Scan the data and please report how many lines include the word "window". Leave out everything but the number.

**DATA TO PROCESS**

● ● ● ● ●

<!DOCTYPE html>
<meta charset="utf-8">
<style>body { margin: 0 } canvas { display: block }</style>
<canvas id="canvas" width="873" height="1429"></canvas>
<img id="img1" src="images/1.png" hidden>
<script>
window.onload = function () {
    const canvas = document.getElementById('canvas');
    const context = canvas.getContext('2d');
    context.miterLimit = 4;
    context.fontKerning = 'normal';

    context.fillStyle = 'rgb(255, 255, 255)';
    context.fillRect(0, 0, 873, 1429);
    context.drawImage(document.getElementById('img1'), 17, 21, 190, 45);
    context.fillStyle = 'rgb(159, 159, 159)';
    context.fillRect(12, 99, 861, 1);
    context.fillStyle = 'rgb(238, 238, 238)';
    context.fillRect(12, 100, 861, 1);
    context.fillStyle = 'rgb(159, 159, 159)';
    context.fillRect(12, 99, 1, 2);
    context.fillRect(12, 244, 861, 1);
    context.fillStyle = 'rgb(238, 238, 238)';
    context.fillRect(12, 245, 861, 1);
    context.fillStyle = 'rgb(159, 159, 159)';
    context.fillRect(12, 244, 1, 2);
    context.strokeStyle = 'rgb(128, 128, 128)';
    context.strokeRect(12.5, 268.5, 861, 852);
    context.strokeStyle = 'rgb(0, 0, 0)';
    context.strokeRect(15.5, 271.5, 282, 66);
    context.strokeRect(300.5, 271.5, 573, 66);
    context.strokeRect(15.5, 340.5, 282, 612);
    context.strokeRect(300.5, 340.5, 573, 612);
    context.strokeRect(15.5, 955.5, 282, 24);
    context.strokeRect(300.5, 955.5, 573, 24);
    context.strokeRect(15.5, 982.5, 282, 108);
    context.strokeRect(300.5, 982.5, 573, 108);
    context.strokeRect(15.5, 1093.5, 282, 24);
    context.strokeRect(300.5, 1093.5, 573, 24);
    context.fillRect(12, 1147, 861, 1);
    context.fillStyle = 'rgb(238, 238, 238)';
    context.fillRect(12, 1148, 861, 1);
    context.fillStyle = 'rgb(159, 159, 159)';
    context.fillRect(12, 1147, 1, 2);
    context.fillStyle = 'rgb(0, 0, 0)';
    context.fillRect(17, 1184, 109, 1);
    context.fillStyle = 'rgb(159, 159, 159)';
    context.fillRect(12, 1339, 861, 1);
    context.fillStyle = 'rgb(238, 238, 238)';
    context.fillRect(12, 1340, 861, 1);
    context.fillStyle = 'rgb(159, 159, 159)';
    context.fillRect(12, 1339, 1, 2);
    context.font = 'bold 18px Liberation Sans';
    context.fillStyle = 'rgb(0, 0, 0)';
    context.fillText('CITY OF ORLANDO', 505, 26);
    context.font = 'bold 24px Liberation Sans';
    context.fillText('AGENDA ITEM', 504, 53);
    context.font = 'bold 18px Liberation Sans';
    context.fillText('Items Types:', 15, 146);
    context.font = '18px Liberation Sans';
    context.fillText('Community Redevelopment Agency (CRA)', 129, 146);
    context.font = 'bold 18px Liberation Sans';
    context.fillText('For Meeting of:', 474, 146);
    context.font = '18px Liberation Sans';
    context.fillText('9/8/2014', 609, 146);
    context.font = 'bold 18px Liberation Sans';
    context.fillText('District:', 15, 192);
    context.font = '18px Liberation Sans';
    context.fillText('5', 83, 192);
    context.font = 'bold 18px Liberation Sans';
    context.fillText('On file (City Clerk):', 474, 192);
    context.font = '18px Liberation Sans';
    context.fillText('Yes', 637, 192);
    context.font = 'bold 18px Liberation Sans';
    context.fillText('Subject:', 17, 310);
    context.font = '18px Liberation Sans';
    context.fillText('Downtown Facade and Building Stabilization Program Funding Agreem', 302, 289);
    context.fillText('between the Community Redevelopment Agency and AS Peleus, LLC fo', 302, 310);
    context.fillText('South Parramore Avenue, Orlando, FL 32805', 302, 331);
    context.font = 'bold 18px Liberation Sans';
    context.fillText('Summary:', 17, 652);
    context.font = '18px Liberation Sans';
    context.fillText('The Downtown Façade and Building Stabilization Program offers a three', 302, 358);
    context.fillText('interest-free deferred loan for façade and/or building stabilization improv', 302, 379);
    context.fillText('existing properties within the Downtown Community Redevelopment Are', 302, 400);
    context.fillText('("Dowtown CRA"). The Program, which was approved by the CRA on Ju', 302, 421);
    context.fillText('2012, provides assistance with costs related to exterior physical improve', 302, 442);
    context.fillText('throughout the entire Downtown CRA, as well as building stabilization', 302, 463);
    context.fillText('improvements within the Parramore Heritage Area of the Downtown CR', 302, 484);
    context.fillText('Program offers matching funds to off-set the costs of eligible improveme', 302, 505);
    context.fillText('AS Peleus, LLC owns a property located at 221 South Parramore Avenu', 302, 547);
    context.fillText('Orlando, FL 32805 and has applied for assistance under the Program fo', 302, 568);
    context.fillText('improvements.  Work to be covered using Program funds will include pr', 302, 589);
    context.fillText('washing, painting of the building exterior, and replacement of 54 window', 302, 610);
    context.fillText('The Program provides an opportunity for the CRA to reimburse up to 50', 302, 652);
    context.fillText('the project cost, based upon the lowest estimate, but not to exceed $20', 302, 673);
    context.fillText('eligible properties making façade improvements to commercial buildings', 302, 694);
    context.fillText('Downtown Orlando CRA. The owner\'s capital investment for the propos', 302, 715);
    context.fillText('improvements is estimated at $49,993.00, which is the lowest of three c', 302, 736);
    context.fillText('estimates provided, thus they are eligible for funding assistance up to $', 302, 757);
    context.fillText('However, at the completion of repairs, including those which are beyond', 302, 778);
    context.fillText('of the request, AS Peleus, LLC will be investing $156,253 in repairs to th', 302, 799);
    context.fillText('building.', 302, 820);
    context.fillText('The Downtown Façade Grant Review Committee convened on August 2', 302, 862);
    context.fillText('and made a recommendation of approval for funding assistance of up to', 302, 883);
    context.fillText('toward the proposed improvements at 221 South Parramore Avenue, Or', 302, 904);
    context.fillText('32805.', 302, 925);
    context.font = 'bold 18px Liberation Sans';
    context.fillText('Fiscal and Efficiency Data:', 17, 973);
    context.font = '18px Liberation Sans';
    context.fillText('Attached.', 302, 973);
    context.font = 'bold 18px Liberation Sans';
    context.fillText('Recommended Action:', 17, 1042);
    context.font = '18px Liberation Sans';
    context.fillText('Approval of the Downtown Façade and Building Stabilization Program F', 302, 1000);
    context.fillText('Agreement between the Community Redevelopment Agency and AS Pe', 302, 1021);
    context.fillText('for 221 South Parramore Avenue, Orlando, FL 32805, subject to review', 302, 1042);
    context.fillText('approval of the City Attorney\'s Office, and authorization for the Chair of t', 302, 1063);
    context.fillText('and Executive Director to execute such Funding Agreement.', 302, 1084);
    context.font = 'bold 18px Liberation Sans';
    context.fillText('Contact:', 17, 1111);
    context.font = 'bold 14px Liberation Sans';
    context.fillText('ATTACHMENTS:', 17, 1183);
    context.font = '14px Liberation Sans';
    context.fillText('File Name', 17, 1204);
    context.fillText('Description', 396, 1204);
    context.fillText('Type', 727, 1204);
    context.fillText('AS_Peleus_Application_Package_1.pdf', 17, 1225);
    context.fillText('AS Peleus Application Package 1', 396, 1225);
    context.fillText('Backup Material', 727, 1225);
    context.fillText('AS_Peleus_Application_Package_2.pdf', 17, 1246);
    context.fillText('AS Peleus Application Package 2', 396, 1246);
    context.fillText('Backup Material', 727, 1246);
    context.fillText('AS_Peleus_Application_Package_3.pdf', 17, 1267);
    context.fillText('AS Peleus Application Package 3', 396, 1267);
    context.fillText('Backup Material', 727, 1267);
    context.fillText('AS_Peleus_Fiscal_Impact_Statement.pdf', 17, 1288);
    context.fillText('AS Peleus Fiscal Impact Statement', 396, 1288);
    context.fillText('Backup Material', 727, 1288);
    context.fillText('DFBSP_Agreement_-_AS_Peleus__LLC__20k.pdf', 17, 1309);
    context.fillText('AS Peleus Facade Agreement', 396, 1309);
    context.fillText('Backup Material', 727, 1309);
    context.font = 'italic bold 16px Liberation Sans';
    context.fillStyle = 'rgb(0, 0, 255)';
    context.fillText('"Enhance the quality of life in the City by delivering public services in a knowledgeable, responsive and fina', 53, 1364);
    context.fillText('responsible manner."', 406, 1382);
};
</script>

● ● ● ● ●

**RESULT**
2